With the old pad still in place over the piston, use a clamp to push the
piston back into the caliper. I expect this will be easier with a c-clamp, but it
also worked with the clamp you see in the picture. It was just a bit slow-going
as there's not a lot of force with those.
Note that neither of my caliper piston tools had handles that would fit through
the hole in the caliper, so they weren't of any use to me here. That's a shame as
those tools make pressing in caliper pistons extremely easy.
Remember to check the fluid reservoir with every few compressions of the clamp to
ensure it's not overfilled.
- With the piston pushed in, you can now install the new pads. First clip the inside
pad onto the piston. Be careful not to gouge the rubber seal with the clips.

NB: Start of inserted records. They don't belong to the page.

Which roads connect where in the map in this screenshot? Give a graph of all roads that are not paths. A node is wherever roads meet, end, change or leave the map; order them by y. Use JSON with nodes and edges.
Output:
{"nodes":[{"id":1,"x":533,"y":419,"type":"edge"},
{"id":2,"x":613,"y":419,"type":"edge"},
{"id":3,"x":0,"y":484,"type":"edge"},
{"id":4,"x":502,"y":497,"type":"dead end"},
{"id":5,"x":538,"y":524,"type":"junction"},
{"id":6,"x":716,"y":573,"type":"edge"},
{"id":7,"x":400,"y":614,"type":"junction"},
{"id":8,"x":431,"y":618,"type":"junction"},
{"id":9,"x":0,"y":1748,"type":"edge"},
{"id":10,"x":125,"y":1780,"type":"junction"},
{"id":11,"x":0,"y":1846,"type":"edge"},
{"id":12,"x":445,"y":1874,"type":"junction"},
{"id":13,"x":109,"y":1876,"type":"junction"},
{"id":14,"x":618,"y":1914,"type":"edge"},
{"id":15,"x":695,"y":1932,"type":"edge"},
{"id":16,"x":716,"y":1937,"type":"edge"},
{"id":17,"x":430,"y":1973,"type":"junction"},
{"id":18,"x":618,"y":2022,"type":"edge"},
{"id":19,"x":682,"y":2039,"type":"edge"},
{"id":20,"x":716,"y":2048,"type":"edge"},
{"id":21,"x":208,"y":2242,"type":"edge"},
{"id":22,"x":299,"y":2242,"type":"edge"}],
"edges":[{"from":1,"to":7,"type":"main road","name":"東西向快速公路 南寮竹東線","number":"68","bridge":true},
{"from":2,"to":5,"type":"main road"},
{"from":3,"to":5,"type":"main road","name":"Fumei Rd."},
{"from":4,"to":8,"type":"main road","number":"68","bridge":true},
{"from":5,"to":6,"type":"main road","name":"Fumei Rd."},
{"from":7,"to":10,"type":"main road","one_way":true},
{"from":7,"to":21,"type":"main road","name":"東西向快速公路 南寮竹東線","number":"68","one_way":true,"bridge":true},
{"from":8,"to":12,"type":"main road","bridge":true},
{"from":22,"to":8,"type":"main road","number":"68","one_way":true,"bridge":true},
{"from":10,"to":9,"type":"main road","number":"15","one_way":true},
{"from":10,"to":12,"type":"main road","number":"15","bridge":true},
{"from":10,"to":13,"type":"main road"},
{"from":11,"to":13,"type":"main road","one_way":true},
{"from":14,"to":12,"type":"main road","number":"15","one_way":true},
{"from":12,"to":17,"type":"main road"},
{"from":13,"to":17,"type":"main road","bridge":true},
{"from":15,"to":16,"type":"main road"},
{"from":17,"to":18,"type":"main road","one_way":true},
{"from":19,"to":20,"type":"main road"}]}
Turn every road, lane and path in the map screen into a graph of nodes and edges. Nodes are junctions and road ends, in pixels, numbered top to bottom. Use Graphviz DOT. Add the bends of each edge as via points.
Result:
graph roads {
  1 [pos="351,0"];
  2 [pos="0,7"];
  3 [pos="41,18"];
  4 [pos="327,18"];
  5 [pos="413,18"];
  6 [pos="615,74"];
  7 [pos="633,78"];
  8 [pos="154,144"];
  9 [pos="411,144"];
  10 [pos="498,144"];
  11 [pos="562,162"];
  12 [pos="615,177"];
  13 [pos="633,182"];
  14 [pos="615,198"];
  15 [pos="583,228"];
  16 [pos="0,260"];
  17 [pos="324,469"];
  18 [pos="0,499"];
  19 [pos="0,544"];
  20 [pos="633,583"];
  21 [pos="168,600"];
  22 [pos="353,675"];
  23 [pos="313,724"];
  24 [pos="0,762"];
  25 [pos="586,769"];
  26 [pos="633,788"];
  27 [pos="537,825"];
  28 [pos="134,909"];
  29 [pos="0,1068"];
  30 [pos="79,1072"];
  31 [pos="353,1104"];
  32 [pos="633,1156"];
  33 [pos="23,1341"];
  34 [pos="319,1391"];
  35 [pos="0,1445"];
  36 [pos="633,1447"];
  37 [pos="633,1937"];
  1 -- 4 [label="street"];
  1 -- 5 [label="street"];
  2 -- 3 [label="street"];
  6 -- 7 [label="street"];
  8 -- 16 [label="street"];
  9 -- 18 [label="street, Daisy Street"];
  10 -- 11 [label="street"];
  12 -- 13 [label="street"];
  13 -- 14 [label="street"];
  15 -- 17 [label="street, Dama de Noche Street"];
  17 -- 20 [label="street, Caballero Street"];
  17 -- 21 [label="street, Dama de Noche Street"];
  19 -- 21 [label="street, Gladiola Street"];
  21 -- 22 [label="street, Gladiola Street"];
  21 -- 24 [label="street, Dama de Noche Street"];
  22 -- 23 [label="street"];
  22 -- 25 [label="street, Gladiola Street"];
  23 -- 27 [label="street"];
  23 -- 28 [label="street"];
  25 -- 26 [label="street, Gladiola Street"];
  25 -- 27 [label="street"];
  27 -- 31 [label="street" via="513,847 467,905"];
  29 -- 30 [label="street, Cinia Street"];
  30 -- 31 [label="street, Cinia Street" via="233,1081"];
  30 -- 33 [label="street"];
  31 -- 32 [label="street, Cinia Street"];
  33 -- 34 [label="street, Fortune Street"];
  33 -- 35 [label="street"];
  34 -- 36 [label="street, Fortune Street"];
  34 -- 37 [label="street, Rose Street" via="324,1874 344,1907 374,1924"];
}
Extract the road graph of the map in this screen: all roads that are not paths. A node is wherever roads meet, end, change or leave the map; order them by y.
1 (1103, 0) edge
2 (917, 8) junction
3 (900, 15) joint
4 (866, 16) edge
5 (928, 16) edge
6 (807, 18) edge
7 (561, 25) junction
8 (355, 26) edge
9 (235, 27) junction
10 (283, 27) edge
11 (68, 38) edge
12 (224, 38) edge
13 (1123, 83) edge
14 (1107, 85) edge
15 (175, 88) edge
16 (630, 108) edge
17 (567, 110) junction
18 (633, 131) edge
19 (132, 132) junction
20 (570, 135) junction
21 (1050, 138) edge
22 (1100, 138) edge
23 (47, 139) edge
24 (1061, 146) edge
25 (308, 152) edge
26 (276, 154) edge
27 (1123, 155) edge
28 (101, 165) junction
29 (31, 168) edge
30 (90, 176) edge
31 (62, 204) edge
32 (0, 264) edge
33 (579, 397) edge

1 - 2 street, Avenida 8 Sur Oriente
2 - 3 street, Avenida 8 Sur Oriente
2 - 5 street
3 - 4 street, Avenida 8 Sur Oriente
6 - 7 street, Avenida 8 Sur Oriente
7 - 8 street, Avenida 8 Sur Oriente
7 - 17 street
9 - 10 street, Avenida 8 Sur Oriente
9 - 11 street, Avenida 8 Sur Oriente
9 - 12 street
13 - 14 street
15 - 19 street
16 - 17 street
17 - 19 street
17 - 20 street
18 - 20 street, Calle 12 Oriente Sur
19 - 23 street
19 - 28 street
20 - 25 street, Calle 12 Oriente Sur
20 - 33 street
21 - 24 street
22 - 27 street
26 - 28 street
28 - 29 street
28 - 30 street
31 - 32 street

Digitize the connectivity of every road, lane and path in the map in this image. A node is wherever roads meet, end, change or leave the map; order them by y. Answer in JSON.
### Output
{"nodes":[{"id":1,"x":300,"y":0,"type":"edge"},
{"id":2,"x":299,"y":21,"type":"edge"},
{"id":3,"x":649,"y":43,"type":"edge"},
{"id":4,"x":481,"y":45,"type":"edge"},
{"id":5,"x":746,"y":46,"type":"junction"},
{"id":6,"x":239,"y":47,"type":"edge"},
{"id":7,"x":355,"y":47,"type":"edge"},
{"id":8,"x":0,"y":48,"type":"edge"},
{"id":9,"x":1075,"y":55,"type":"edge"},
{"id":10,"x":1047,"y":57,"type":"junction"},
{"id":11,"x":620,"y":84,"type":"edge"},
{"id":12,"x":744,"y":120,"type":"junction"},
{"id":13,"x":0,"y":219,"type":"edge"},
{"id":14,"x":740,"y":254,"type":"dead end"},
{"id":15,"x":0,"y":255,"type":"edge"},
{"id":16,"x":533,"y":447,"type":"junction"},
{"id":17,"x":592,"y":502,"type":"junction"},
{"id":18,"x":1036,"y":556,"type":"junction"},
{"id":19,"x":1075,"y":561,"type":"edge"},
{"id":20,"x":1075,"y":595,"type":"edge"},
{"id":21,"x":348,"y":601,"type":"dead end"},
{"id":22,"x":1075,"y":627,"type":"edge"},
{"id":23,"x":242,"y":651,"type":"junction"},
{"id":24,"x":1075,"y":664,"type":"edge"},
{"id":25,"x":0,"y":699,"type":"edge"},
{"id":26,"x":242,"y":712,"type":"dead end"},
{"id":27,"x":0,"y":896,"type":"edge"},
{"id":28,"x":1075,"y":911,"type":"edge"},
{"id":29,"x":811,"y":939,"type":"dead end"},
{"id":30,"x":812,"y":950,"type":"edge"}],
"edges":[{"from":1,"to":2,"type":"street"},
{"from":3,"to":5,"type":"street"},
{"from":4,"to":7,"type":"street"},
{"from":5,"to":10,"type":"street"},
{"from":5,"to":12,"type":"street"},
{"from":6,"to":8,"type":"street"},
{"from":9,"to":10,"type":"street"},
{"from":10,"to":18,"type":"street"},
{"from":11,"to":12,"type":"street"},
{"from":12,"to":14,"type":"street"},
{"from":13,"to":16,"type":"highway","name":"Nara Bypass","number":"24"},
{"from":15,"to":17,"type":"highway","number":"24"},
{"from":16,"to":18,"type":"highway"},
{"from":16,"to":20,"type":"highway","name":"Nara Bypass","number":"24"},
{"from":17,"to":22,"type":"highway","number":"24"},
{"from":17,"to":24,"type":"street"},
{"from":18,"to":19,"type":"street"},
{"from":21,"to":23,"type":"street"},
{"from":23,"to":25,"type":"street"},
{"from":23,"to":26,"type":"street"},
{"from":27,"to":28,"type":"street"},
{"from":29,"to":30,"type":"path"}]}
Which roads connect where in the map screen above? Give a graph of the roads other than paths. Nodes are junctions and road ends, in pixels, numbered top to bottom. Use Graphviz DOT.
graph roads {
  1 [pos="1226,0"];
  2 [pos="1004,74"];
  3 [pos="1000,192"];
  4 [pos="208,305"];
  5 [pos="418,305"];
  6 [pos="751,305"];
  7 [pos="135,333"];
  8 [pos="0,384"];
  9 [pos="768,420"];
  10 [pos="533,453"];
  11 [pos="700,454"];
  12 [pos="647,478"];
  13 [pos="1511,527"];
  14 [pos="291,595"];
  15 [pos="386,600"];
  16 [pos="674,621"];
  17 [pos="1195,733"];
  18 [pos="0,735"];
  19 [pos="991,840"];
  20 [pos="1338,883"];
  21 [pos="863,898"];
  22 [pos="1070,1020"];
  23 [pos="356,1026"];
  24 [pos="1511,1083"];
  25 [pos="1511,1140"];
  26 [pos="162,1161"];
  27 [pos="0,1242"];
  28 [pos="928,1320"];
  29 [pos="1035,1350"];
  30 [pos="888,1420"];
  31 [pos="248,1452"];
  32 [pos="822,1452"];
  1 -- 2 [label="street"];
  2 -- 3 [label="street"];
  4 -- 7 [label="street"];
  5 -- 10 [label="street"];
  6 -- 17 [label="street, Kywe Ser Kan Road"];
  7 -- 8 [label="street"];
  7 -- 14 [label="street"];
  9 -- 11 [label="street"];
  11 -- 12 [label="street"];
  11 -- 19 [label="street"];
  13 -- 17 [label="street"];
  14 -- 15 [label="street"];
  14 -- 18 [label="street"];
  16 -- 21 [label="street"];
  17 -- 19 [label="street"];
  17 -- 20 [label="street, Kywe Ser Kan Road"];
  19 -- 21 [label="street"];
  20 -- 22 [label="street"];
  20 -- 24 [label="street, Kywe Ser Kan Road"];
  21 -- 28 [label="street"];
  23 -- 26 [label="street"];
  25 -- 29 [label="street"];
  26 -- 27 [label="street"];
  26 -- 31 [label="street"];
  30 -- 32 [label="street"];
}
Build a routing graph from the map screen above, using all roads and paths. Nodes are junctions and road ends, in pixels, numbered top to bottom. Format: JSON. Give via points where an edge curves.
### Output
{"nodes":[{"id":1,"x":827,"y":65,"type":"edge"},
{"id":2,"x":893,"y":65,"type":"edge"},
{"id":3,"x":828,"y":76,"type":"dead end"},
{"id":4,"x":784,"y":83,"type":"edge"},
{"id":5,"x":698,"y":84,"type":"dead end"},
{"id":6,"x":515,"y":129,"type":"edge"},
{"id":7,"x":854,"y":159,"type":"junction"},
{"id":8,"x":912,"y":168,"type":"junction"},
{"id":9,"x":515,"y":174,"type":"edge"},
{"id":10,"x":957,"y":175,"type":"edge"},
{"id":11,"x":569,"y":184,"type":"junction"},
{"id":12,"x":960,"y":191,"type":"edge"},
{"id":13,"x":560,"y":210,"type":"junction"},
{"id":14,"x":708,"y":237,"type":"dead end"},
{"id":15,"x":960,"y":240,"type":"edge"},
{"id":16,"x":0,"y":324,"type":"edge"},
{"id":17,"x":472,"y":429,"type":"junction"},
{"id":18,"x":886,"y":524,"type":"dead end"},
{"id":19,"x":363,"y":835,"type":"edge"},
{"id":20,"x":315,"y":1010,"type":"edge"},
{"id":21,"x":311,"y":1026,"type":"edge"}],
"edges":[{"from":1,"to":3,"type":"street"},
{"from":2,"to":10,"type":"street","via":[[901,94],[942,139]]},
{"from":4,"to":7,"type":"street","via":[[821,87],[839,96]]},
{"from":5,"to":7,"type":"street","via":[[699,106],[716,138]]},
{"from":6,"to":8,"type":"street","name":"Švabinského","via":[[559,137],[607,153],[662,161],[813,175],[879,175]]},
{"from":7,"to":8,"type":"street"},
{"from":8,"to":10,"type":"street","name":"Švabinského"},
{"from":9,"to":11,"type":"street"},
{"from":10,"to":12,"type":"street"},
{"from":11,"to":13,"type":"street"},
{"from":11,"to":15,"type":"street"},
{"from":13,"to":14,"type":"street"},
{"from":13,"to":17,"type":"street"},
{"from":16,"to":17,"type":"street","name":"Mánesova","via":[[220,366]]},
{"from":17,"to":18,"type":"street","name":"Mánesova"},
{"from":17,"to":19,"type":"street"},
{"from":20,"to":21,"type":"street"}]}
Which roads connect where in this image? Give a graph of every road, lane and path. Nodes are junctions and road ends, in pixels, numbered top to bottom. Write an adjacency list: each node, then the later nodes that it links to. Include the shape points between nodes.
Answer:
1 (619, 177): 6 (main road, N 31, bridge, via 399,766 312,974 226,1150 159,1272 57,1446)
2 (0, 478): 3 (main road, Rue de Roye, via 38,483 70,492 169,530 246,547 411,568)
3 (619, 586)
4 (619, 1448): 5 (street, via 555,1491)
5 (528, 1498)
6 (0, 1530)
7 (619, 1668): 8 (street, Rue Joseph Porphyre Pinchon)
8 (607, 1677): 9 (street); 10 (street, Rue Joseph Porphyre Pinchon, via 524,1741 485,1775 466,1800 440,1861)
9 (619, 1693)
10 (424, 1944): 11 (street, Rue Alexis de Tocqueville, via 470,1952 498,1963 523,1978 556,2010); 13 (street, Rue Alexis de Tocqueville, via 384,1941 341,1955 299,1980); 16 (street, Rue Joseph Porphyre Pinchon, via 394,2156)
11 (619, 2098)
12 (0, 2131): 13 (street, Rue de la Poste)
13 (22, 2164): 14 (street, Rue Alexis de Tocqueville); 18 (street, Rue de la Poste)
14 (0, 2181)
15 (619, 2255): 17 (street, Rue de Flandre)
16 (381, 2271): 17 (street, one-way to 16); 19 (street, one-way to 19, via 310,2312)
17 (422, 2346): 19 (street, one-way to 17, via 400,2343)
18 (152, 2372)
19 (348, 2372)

I found they took a bit of coaxing to get in place and it would be easy to slip
and jam them into the rubber.
Then put the caliper bracket back in place and secure it with the two slider bolts.
If you've pushed those bolts all the way in after you cleaned and lubed them, push
them back out enough to fit the bracket in place and then tighten them down to 19-22
ft-lbs. Be sure to put push the two dust caps back in place.
This pic shows the new pad and bracket back in place.
- Now clip the outside pad into place. You'll find it useful to use a screwdriver
to press in this clip while putting the pad in place as shown here.
- With everything now in place, you can slide the caliper back over the rotor and
secure it by tightening the two 17mm bolts to 58-75 ft-lbs. The caliper should slide
over the rotor very easily. If it doesn't, then either the pads aren't properly
in place or you didn't push the piston back in far enough.
- Put the wheel back on and torque your lugnuts in a star pattern to 80-90 ft-lbs.
Remove the jackstands and lower the car.
- Finally, before starting the car, be sure to pump the brake pedal until it firms
back up. Then, pump it a few more times after starting the car. Remember that your
pads are doing to need time to bed in, so drive cautiously for the first few hundred
km's after installation until they get bedded in and provide full friction.
That's all there is to it. Happy motoring!